Reacting, the state Commissioner for Information and Communications, Mrs. Ibim Semenitari, explained that the people of the state had agreed that the current administration had surpassed their expectation in the area of providing infrastructural facilities. “We have completed 260 of the model schools and the children are going to school, taking their lessons and doing everything in a hundred of them. The model secondary schools have taken off and if you go to Eleme, you will see the children there.
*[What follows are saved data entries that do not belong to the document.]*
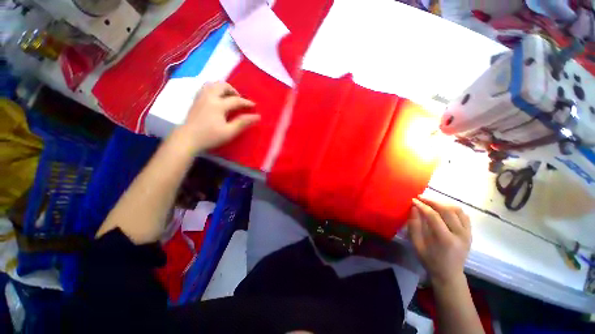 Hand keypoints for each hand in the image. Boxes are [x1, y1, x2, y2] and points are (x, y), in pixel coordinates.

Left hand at [174, 81, 259, 153]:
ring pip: (212, 84)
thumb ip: (243, 123)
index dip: (246, 102)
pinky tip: (217, 99)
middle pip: (222, 85)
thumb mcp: (229, 132)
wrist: (187, 139)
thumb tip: (257, 117)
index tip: (254, 106)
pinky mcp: (195, 101)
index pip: (236, 100)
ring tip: (228, 97)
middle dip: (233, 91)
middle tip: (239, 100)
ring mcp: (200, 97)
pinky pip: (205, 88)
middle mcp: (209, 97)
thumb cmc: (210, 137)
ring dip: (223, 88)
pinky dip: (214, 89)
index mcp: (218, 104)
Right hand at [407, 196, 471, 285]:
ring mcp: (467, 233)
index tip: (413, 200)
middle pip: (447, 210)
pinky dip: (453, 208)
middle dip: (432, 201)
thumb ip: (414, 225)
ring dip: (443, 203)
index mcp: (445, 240)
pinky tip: (444, 208)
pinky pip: (464, 215)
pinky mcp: (470, 233)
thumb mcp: (417, 244)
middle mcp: (460, 234)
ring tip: (431, 201)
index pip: (434, 216)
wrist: (449, 274)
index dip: (422, 206)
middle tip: (421, 197)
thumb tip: (414, 208)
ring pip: (457, 210)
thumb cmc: (430, 260) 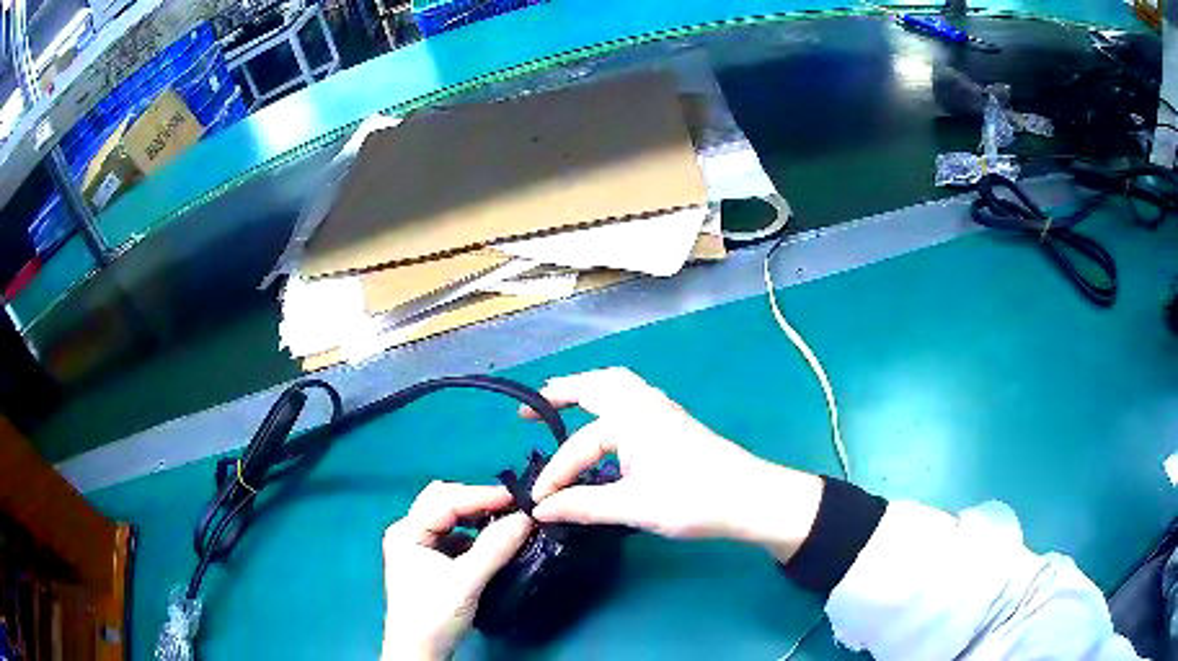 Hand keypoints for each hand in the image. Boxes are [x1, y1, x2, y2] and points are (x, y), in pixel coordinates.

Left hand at [381, 482, 531, 659]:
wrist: (421, 651)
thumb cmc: (434, 615)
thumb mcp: (466, 581)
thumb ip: (494, 548)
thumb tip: (525, 518)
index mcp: (407, 531)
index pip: (446, 501)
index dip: (482, 496)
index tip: (517, 499)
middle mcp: (408, 532)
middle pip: (443, 502)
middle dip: (476, 501)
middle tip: (510, 506)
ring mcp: (417, 547)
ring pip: (449, 518)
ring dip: (475, 516)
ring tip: (504, 520)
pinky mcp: (429, 562)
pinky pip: (453, 536)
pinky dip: (473, 533)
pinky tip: (491, 541)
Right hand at [522, 368, 823, 561]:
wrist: (751, 498)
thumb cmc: (693, 499)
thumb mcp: (633, 506)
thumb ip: (583, 505)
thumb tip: (539, 510)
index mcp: (630, 417)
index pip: (579, 446)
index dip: (555, 475)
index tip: (538, 503)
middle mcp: (644, 403)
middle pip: (596, 385)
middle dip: (561, 392)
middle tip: (531, 409)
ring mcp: (663, 410)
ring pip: (617, 386)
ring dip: (587, 390)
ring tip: (563, 401)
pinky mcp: (674, 423)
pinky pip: (632, 397)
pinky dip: (609, 399)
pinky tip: (607, 420) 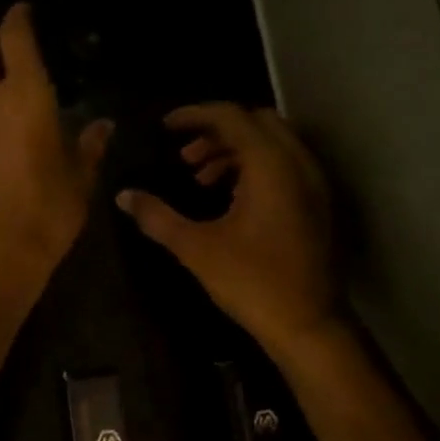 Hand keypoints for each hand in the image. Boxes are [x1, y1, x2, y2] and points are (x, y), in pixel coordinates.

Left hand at [0, 4, 111, 298]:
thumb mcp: (78, 178)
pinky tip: (0, 126)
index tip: (24, 12)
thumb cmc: (46, 210)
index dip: (17, 18)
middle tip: (10, 53)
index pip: (13, 36)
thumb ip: (89, 146)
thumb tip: (102, 126)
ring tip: (9, 90)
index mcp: (23, 95)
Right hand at [116, 103, 336, 359]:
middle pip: (256, 122)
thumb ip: (157, 216)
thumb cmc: (252, 282)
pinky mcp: (316, 203)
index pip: (232, 116)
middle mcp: (298, 164)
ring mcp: (313, 183)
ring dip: (234, 149)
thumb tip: (123, 196)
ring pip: (272, 143)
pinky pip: (284, 165)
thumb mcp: (196, 248)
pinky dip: (254, 166)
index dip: (195, 115)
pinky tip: (227, 196)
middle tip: (184, 154)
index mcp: (270, 166)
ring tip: (199, 177)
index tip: (165, 126)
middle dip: (217, 130)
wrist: (308, 324) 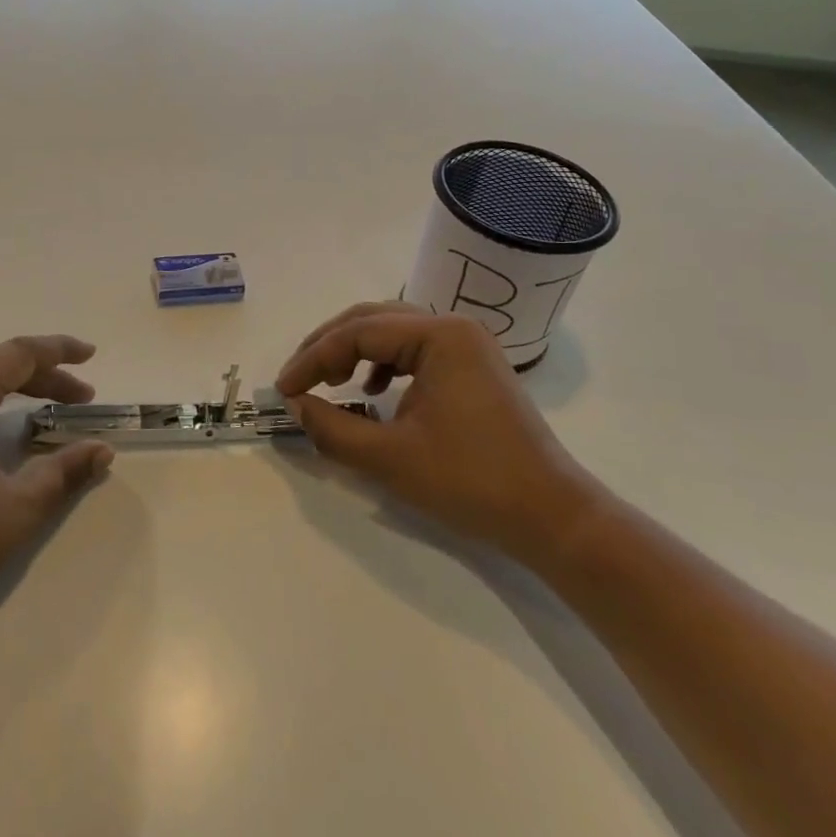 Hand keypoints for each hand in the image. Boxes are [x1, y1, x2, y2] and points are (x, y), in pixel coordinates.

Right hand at [276, 302, 594, 561]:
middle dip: (328, 347)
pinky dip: (382, 362)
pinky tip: (371, 390)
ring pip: (392, 330)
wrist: (552, 516)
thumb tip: (296, 406)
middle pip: (372, 319)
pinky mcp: (472, 366)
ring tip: (329, 381)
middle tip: (298, 379)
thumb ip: (332, 429)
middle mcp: (452, 326)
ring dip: (353, 350)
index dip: (313, 359)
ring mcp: (466, 345)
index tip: (283, 390)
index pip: (357, 333)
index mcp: (438, 336)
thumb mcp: (390, 458)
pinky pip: (413, 348)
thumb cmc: (471, 482) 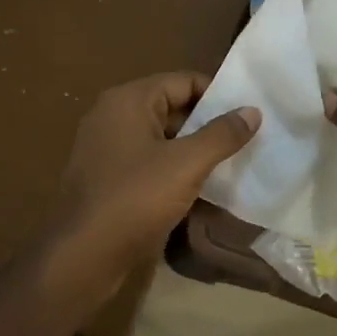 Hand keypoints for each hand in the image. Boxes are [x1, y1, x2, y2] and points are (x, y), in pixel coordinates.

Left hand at [48, 72, 259, 285]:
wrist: (84, 254)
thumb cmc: (135, 198)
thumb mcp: (186, 164)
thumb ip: (222, 135)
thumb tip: (252, 111)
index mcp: (128, 101)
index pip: (183, 81)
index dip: (218, 95)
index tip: (249, 114)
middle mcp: (113, 117)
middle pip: (171, 108)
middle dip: (208, 125)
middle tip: (247, 141)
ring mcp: (107, 150)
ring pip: (161, 140)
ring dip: (193, 151)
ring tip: (232, 165)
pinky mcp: (107, 179)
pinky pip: (148, 164)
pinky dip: (174, 172)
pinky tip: (201, 190) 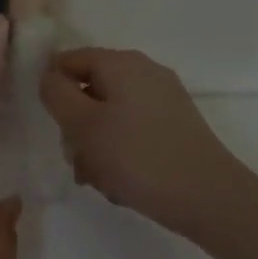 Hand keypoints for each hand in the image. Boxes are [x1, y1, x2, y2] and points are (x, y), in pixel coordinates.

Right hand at [38, 48, 252, 240]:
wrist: (208, 197)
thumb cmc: (136, 155)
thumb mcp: (82, 123)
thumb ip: (56, 93)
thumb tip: (49, 77)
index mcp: (121, 63)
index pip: (67, 60)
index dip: (52, 89)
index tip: (50, 123)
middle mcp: (144, 73)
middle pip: (88, 90)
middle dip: (74, 125)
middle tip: (76, 157)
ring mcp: (162, 100)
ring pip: (107, 116)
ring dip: (93, 146)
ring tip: (99, 177)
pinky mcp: (173, 127)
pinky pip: (130, 132)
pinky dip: (118, 153)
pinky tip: (120, 181) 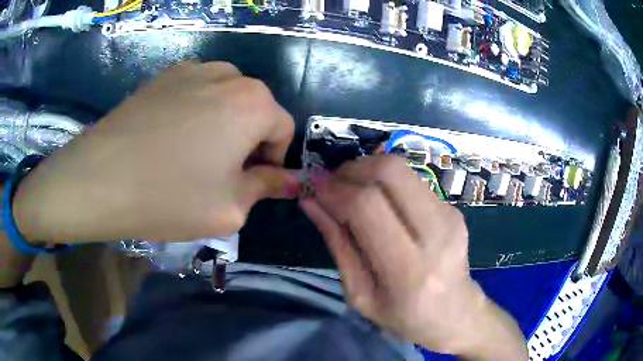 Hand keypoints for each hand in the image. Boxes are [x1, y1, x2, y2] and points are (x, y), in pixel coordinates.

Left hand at [13, 61, 296, 242]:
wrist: (100, 178)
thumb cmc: (170, 197)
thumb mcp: (230, 207)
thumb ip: (266, 187)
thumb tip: (289, 181)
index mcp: (253, 103)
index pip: (283, 128)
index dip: (273, 159)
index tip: (250, 182)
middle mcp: (229, 75)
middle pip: (255, 109)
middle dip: (247, 140)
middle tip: (220, 172)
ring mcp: (192, 69)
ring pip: (226, 97)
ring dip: (222, 123)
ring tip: (193, 153)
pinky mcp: (164, 75)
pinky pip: (196, 91)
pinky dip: (196, 111)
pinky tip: (170, 137)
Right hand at [300, 156, 526, 359]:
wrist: (455, 314)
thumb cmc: (404, 316)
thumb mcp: (360, 294)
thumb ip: (337, 244)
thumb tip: (311, 202)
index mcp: (409, 270)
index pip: (367, 206)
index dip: (335, 190)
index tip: (315, 189)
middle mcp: (436, 234)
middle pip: (390, 172)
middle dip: (352, 169)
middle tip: (332, 183)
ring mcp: (450, 216)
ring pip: (401, 169)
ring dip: (367, 170)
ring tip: (349, 189)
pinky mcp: (453, 207)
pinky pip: (411, 180)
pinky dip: (384, 181)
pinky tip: (376, 200) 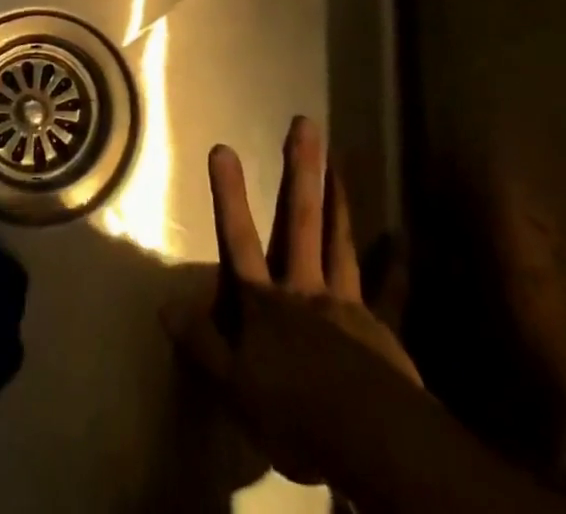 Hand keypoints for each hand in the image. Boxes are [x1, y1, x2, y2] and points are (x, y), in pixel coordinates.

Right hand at [166, 117, 421, 487]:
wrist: (369, 441)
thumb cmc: (295, 414)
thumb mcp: (234, 388)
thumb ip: (201, 343)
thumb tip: (165, 303)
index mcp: (265, 302)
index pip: (239, 240)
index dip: (230, 196)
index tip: (223, 148)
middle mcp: (304, 289)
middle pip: (298, 221)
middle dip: (299, 171)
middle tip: (306, 124)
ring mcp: (345, 304)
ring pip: (339, 242)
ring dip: (337, 200)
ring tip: (339, 162)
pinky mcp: (379, 328)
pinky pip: (389, 293)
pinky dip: (393, 266)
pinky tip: (400, 240) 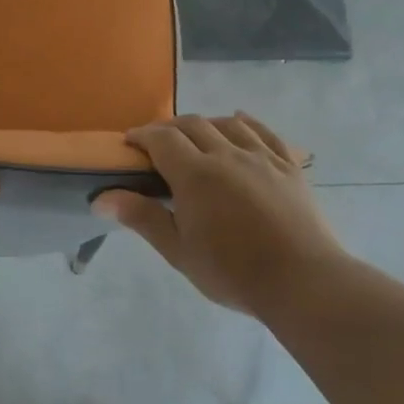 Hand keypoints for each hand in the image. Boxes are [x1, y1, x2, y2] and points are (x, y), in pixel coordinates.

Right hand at [93, 112, 349, 320]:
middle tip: (156, 144)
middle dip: (169, 128)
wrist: (302, 281)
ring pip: (228, 123)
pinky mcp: (289, 166)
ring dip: (204, 123)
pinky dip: (246, 122)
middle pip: (193, 124)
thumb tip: (101, 198)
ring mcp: (262, 157)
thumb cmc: (232, 272)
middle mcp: (227, 155)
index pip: (161, 139)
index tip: (128, 143)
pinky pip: (264, 132)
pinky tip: (239, 122)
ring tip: (194, 136)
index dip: (142, 136)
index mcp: (195, 175)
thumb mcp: (178, 250)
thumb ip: (142, 217) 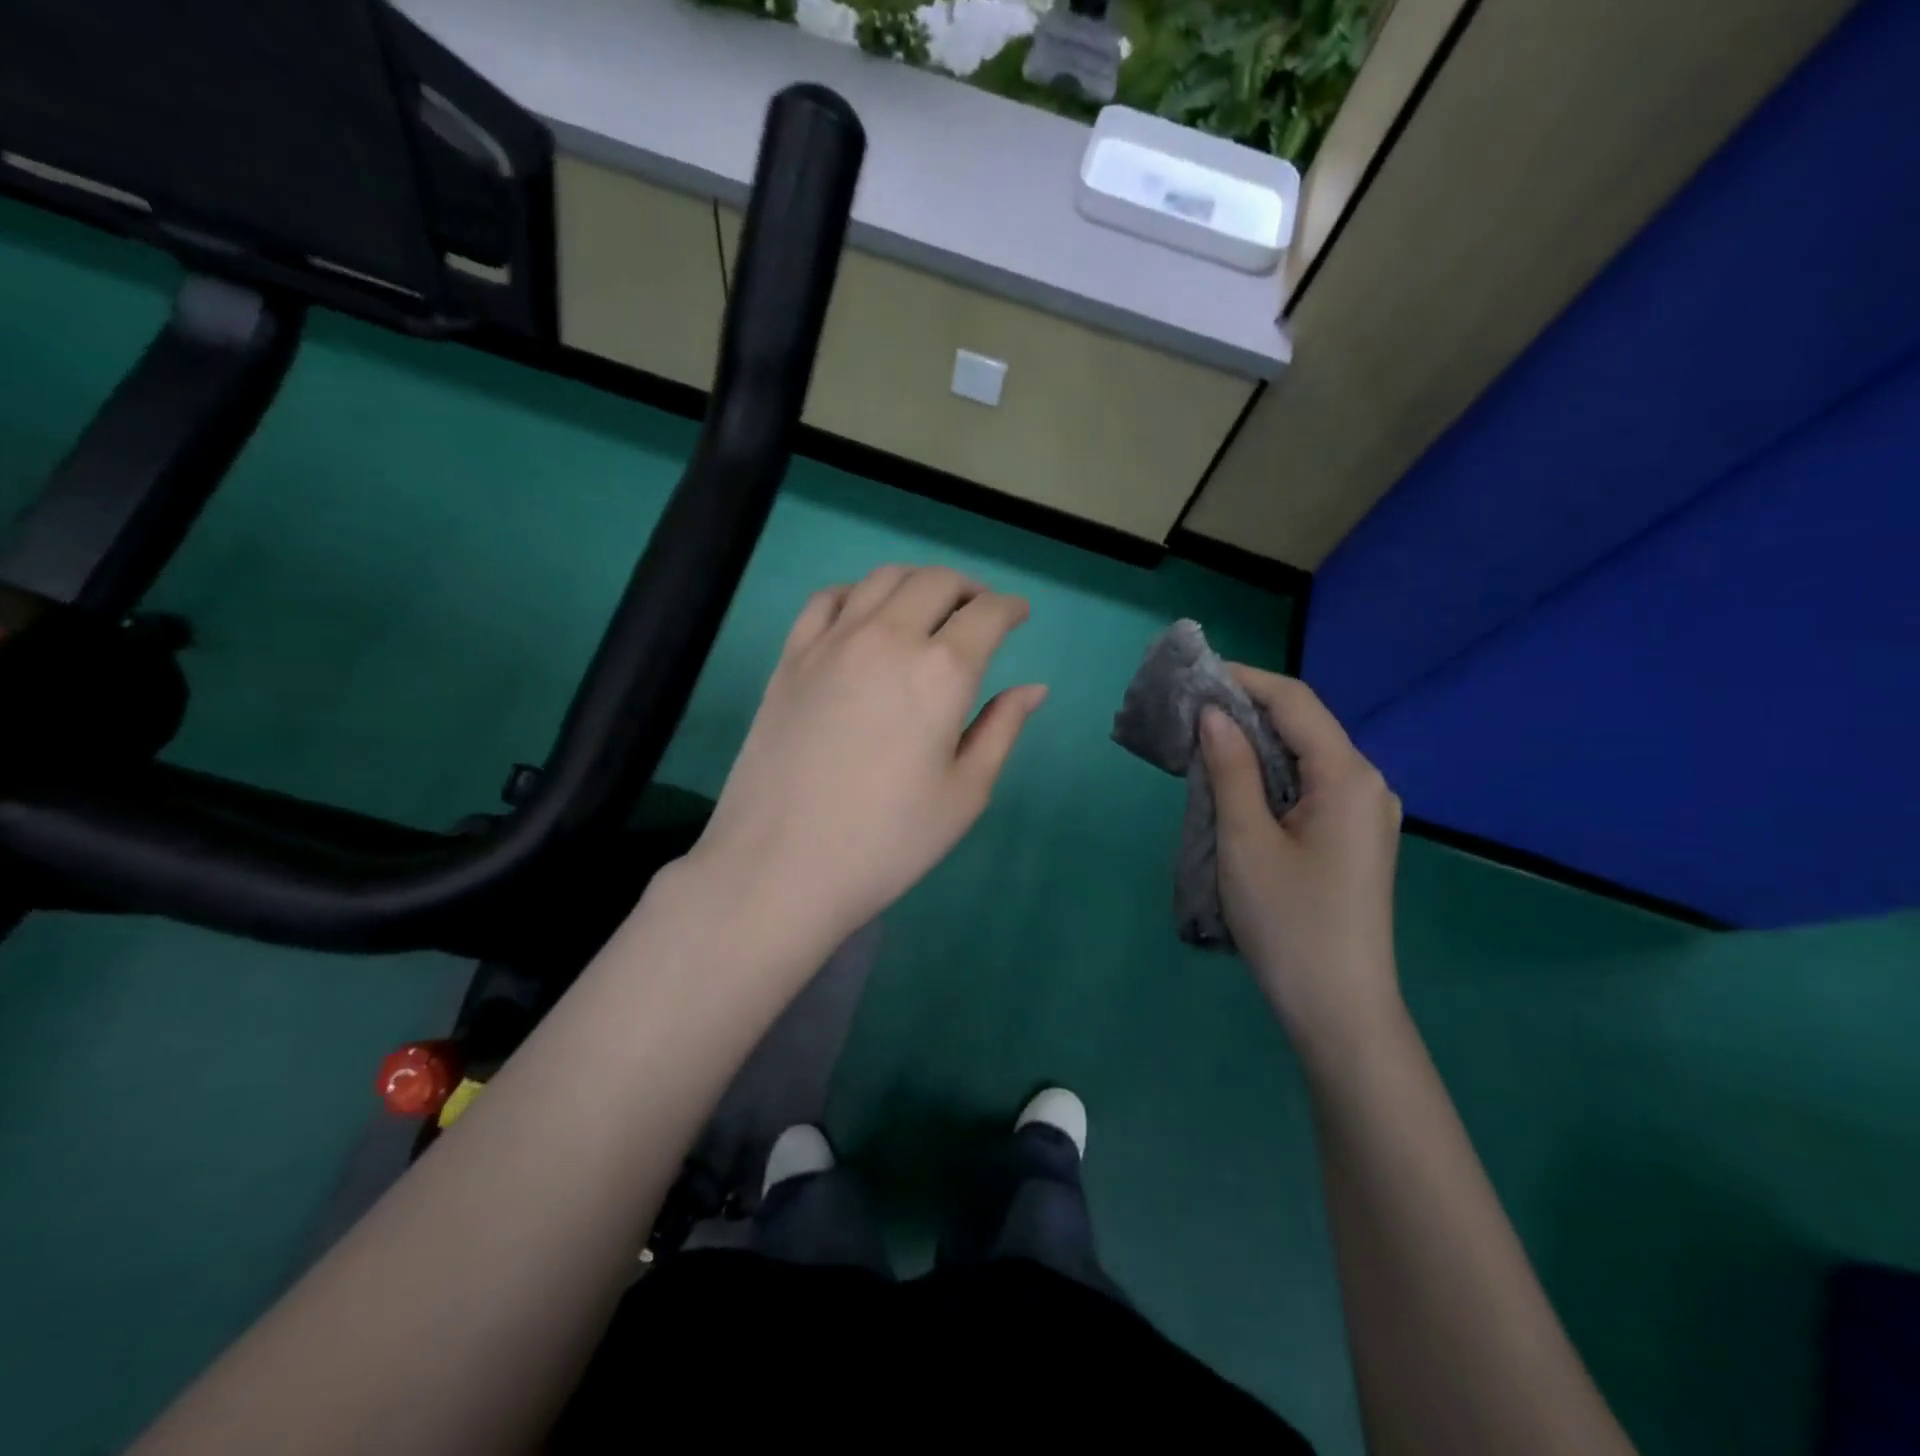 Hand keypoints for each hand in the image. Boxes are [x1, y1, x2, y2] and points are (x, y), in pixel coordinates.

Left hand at [687, 565, 1046, 958]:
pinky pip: (827, 598)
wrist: (780, 866)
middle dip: (969, 588)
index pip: (987, 614)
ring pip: (882, 579)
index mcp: (941, 672)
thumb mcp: (964, 795)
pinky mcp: (791, 657)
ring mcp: (831, 642)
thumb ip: (1001, 730)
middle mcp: (888, 638)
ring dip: (917, 583)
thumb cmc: (887, 842)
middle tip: (979, 612)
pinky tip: (864, 614)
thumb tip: (1033, 688)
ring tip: (929, 607)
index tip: (1019, 613)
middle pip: (936, 582)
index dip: (1010, 608)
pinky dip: (857, 592)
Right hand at [1199, 667, 1402, 1047]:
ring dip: (1255, 744)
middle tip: (1189, 708)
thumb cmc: (1289, 921)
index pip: (1296, 703)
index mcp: (1349, 777)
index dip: (1245, 679)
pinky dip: (1269, 776)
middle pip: (1304, 726)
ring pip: (1305, 757)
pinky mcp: (1354, 838)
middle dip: (1247, 709)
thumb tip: (1214, 713)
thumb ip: (1231, 769)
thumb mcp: (1246, 840)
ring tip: (1202, 741)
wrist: (1339, 1008)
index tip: (1195, 673)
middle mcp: (1368, 784)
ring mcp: (1366, 813)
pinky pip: (1310, 787)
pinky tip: (1235, 784)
“Ask the 300 children who have been going on scholarship every year and over 390 that have already graduated from the best schools in the UK, Canada and in Singapore if Amaechi has changed their lives,” the commissioner said. She added that with the free healthcare delivery in the state and the establishment of many health centres and model hospitals, the current administration had made an impact on the lives of the people of the state. The commissioner maintained that the governor would complete every project the administration had embarked on, including the Trans-Kalabari Road, which would cost N21bn. “The Ogoni-Andoni-Opobi-Nkoro Road will be completed before the end of the year,” she added.